Denn wo Hitze, Menschen und Wassermassen zusammenkommen, ist eines wichtig: Sicherheit. Gemäss der Ertrinkungsstatistik der Schweizerischen Lebensrettungs-Gesellschaft (SLRG) starben zwischen 2013 und 2023 jährlich rund 50 Personen. Die meisten Menschen ertranken jeweils in Flüssen und Seen. Tödliche Badeunfälle in Badis gab es im erwähnten Zeitraum jährlich zwischen 0 und 4. 

Dutzende von Badmeisterstellen unbesetzt

Badmeisterinnen und Badmeister dürften eine grosse Zahl weiterer Unglücke verhindert haben. Doch ausgerechnet bei diesen Lebensrettern herrscht Personalmangel. Dies belegen die Dutzenden von Stellen, die auch Mitte Juni noch auf der Webseite des Schweizer Badmeisterverbands (SBV) wie auch auf Plattformen wie Jobs.ch ausgeschrieben sind – besonders für die Kantone Bern, Zürich, Luzern und St. Gallen. Wie der «Tages-Anzeiger» berichtete, ist in einigen Bädern aufgrund des Mangels an Badmeistern auch Security-Personal im Einsatz.

Die Personalknappheit ist laut SBV eine Folge der Coronazeit: Ab 2020 hätten Badmeister vielerorts ihren Beruf nicht mehr ausüben können und sich beruflich neu orientiert, erklärt der Verband auf Anfrage.

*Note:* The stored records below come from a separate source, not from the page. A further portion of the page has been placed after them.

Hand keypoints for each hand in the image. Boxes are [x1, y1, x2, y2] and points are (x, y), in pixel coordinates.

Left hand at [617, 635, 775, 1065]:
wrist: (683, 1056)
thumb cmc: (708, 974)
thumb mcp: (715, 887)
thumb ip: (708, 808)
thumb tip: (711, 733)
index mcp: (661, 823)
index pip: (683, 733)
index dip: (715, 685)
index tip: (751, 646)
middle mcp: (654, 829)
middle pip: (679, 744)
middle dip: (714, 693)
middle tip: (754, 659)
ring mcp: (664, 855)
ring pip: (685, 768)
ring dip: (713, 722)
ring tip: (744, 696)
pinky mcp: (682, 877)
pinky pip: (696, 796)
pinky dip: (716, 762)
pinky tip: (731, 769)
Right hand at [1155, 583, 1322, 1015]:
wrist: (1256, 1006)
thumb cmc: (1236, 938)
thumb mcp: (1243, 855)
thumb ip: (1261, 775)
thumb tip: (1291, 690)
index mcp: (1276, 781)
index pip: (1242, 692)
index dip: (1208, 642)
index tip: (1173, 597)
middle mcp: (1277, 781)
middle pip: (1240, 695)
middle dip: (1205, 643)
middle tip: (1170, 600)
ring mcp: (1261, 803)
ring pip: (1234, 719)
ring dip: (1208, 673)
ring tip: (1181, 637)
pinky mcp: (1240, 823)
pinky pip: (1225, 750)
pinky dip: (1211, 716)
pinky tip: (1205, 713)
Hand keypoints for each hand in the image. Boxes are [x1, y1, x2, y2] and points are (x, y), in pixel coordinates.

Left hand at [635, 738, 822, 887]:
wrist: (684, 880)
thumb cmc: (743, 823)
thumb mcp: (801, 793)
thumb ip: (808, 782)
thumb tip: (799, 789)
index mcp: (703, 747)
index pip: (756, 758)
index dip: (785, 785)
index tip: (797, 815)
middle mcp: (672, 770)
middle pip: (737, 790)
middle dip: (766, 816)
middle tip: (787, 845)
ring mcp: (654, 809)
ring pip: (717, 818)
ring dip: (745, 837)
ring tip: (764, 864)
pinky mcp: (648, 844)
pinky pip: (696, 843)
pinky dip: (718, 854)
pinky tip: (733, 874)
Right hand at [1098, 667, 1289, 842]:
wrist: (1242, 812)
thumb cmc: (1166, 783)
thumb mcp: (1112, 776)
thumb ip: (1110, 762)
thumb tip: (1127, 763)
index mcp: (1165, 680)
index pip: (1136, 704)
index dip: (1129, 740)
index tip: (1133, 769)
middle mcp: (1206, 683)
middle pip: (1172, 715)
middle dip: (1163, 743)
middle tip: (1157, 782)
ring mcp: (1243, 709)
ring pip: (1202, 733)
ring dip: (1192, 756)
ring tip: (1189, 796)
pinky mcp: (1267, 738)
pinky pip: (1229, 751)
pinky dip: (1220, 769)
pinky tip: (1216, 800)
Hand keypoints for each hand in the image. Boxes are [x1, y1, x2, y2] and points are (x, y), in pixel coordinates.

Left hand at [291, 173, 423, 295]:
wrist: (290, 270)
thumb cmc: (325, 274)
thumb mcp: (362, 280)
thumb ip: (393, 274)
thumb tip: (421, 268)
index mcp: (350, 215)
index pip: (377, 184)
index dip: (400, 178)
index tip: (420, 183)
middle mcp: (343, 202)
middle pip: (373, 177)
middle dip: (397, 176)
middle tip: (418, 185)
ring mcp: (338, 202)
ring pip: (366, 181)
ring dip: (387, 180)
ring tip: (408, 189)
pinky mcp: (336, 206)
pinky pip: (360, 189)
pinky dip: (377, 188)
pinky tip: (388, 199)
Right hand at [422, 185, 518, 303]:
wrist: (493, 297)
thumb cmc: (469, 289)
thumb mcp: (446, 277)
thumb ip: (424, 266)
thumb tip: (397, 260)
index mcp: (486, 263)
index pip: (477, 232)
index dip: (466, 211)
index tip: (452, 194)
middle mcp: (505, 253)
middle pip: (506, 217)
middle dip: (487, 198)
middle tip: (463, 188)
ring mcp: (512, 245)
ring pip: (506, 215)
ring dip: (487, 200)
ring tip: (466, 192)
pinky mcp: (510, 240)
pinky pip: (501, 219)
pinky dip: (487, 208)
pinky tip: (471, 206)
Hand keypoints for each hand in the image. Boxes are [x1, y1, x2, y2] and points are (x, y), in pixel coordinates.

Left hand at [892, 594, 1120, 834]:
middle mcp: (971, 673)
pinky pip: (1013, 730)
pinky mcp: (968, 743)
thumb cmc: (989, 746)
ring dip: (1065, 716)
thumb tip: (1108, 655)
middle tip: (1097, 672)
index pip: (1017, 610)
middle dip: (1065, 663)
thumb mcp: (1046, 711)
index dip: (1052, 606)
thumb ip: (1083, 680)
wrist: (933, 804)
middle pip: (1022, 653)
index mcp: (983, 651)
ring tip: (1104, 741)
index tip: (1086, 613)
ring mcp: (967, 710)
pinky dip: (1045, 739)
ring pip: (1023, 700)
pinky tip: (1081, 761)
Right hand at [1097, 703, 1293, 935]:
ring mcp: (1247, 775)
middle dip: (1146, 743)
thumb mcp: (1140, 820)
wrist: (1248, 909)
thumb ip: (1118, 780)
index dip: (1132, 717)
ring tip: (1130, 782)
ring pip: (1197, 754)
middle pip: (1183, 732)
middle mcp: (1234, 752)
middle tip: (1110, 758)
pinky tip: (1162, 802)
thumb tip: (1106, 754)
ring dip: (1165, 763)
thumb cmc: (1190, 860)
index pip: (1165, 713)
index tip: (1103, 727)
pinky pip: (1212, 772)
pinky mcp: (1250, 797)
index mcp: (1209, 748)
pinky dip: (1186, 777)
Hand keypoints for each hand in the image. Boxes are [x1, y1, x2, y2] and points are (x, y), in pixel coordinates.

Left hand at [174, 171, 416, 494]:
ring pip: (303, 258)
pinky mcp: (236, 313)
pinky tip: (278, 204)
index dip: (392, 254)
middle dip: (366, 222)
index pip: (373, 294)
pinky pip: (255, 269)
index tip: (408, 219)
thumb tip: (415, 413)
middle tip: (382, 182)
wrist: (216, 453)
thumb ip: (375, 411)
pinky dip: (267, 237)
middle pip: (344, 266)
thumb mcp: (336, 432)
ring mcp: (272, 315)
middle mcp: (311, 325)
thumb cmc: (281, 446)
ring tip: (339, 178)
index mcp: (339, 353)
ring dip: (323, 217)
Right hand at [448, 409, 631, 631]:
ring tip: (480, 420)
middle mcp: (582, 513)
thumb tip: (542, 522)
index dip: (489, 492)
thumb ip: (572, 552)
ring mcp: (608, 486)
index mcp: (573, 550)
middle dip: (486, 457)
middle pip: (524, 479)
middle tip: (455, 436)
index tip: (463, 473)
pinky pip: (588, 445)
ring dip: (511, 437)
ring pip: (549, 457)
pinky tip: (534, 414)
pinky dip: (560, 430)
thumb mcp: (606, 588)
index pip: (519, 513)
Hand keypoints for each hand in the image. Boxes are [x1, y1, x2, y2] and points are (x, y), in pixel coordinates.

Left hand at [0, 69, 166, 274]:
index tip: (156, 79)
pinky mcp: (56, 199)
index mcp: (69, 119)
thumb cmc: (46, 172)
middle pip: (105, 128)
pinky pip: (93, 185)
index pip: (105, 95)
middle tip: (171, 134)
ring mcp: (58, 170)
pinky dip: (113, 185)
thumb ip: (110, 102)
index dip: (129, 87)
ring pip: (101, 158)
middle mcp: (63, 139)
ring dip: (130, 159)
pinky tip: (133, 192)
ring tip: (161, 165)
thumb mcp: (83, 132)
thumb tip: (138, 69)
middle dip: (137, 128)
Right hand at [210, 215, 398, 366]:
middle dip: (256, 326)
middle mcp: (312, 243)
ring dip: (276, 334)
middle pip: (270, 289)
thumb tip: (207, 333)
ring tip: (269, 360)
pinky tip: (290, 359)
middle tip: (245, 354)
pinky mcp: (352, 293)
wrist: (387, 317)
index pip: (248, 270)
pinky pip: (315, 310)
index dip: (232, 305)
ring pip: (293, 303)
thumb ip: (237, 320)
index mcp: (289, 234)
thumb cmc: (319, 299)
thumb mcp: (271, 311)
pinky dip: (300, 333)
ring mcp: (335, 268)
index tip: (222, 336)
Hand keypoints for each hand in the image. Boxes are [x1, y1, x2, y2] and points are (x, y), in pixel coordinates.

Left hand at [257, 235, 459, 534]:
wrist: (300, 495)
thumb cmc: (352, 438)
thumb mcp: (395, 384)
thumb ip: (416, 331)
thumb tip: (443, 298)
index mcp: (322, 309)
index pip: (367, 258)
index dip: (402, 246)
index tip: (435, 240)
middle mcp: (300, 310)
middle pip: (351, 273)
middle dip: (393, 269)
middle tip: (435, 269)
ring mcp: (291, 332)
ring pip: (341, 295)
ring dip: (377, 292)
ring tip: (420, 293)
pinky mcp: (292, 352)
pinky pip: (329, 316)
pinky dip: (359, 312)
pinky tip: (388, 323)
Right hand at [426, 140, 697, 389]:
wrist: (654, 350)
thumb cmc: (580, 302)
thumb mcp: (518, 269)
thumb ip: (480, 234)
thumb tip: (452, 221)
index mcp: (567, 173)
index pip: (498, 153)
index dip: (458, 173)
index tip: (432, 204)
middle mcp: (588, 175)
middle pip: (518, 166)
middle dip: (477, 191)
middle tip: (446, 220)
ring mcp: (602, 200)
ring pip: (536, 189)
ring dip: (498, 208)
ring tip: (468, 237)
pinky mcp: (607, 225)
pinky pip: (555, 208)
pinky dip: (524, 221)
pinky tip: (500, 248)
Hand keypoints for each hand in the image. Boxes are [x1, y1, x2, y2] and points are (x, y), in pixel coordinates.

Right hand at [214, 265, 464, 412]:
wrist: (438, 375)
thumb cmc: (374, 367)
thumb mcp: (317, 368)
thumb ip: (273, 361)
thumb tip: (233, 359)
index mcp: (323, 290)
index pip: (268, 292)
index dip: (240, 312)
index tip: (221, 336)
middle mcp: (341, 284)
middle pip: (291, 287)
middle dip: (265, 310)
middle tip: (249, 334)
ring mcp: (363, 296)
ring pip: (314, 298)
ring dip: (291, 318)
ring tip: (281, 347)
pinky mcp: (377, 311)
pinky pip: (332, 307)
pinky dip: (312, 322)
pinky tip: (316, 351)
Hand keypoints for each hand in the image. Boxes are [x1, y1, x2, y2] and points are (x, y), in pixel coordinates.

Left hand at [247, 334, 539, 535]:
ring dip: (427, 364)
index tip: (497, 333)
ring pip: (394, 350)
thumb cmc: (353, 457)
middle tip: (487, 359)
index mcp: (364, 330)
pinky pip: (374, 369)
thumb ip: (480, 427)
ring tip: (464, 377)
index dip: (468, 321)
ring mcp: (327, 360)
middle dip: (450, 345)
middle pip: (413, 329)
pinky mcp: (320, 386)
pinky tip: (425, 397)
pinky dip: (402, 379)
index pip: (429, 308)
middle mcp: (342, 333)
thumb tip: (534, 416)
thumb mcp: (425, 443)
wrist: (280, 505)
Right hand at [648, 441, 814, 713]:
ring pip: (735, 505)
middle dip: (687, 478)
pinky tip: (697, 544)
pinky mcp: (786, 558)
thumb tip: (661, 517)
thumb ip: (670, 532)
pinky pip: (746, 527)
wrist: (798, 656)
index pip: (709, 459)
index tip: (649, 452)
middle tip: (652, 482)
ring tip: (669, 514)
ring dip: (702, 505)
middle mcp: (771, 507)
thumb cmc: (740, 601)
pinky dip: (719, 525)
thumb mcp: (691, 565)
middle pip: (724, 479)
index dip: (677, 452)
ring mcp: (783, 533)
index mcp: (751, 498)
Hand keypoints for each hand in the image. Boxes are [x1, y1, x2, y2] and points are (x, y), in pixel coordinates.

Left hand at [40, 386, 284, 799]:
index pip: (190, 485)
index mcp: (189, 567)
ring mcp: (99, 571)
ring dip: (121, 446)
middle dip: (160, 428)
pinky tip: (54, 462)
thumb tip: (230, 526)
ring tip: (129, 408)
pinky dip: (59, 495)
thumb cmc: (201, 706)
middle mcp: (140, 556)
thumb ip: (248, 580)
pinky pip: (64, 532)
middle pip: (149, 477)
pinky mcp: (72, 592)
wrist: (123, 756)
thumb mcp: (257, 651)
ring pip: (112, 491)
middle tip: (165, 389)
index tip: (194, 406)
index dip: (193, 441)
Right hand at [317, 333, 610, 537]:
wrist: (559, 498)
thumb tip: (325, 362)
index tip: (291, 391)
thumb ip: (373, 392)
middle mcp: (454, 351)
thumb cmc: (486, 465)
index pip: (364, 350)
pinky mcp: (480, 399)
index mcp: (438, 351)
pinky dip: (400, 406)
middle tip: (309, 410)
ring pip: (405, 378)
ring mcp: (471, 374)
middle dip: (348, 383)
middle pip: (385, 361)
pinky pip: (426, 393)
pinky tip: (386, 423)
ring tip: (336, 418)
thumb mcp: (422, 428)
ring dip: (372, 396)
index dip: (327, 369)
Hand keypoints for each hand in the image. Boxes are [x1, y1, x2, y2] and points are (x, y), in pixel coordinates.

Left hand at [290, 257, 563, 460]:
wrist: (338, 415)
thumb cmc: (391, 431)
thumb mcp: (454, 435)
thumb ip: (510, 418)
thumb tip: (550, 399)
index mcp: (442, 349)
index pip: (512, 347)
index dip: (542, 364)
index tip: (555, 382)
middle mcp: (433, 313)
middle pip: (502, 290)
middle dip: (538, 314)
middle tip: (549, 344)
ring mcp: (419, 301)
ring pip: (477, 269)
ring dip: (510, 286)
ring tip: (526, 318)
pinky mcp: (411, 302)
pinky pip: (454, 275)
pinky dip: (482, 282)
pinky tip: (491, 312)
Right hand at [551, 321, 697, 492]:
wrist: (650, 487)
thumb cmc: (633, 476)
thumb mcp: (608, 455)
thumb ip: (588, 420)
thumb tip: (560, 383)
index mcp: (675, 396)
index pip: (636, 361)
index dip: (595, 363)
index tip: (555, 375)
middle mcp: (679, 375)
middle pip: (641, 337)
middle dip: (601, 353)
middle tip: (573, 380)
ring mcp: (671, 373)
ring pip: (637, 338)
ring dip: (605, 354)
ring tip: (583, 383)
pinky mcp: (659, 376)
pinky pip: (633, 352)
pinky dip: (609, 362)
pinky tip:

Eine Entlastung der Situation könnte die neue Berufslehre «Fachmann/-frau Betriebsunterhalt EFZ mit Schwerpunkt Sportanlagen» darstellen, die der Bund 2023 eingeführt hat. Die ersten 20 Lernenden werden ihre Ausbildung nächsten Sommer abschliessen.

Quereinstieg in den Job des Badmeisters

Der Quereinstieg in den Job des Badmeisters oder der Badmeisterin ist bereits jetzt niederschwellig möglich – Voraussetzung dafür sind das Badmeister-Brevet, ein absolvierter Nothelferkurs und Kenntnisse in der Bädertechnik. Doch Faktoren wie unregelmässige Arbeitszeiten, befristete Verträge und oft eher niedrige Löhne dürften den Beruf in den Augen vieler wenig attraktiv machen. 

Anders sehen dies eine Frau und zwei Männer, die ihren Beruf mit Leidenschaft ausüben und sich keinen besseren vorstellen könnten – sei es in der familiären Badi im bernischen Simmental, am idyllischen Sarnersee oder in der urbanen Schwimmanlage in der Zürcher Agglomeration. 

Matthias Kurt (67), Schwimmbad Zweisimmen BE

Matthias Kurt liebt es, die Badi stetig zu verschönern – etwa mit Airbrush-Kunst an der einst grauen Betonwand beim Eingang der Badi.
Foto: Kim Niederhauser

«Seit sechs Jahren arbeite ich als Badmeister in der ältesten Badi des Berner Oberlandes, die besonders bei Expats und Touristen beliebt ist. Zuvor war ich im Marketing der Lenk Bergbahnen tätig. Am jetzigen Job schätze ich die Abwechslung, die zufriedenen Gäste und die Möglichkeit, dass ich die Badi stetig verschönern kann – etwa mit der neuen Airbrush-Kunst von Philipp Klopfenstein an der einst grauen Eingangswand.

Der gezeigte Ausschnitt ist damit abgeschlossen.